HALLIBURTON: LAWYER TAKES WAZIRI, EFCC AND CHENEY TO COURT

By NBF News

•Waziri
An Abuja-based lawyer has gone to court asking for the nullification of the plea bargain entered into between the Economic and Financial Crimes Commission (EFCC) and the former US vice-president, Dick Cheney over the Halliburton bribe scandal.

The plaintiff, Mr. Osuagwu Ugochukwu also wants the Abuja High Court to declare that the purported plea bargain entered into by the EFCC on December 16, 2010, did not comply with the provision of the 1999 Constitution because Cheney and his co-accused were not convicted by a competent court before the bargain was entered into.
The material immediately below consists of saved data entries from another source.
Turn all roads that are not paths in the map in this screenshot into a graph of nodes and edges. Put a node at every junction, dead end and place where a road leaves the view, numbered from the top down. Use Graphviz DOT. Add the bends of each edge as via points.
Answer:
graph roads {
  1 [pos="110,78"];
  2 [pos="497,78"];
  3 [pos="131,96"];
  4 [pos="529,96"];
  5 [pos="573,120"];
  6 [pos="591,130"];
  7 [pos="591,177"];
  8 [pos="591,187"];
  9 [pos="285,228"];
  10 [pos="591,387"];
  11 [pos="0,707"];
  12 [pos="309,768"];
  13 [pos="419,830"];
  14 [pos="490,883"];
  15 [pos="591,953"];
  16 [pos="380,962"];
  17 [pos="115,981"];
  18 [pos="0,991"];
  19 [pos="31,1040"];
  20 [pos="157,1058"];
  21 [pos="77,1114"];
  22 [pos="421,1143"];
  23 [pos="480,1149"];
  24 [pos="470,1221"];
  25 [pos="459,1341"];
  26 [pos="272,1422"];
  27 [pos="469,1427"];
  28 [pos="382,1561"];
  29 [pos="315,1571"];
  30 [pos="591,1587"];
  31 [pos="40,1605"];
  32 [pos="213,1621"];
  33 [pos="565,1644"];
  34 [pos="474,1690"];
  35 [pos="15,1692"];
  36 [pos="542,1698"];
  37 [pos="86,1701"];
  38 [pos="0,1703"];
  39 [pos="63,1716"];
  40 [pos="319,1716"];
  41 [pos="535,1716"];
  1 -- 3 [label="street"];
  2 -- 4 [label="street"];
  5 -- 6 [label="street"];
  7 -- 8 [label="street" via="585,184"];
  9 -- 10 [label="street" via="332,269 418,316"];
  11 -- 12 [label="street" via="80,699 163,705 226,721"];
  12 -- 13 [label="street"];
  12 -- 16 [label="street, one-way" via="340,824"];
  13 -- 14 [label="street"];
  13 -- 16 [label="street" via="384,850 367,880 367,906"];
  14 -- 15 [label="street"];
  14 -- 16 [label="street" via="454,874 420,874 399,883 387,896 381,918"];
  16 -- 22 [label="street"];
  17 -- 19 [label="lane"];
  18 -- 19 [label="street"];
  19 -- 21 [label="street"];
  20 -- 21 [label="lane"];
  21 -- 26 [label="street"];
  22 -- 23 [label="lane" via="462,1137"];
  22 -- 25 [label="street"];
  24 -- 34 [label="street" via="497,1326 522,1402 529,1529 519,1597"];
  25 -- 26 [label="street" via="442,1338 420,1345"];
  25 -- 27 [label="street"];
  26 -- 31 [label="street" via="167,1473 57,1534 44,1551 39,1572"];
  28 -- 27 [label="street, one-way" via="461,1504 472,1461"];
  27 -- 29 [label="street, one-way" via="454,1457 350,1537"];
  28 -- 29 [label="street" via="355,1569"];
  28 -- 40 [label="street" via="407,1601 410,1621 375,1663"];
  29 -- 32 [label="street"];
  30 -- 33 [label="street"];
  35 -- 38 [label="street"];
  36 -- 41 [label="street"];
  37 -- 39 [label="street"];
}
He said by failing to secure Cheney's conviction before entering into the plea bargain, the EFCC had usurped the judicial powers and authority of the courts in the country, hence its action should be declared illegal, unconstitutional, null and void under Section 6(1) of the 1999 Constitution.

Ugochukwu wants the court to determine whether the EFCC by virtue of Section 14(2) of the EFCC Establishment Act of 2004 is empowered to enter into and validly effect a plea bargain without Cheney and his co-accused being arraigned in a superior court in Nigeria and properly convicted for the offence charged.

He also wants the court to determine whether by imposing a fine on the former US vice-president without the sanction of a superior court, as provided under Section 6(1)(2) (5) and (6) of the 1999 Constitution the EFCC had not engaged in an action that is illegal and unconstitutional. In a 17-paragraph affidavit to support his claim, Ugochukwu said none of the accused ever appeared in court, whereas in plea bargaining, 'an accused agrees to plead guilty to a lesser crime and receives a lesser sentence upon conviction, which was never the case between the 1st, 2nd and 3rd defendants.'

Ugochukwu said he had written the chairman of the EFCC, Mrs. Farida Waziri who is the first defendant in the suit on December 22, 2010, but noted in the affidavit that Waziri never responded to his 'kind advice' contained in the latter, hence the filing of the suit.

Claiming that the fight against corruption in the country had declined since 2008 with little or no conviction of corrupt public officials, he said the concept of plea bargain was being abused by both Waziri and the EFCC since2008, with some accused persons being made to forfeit part of their loot while some are allowed to serve sentences in private hospitals.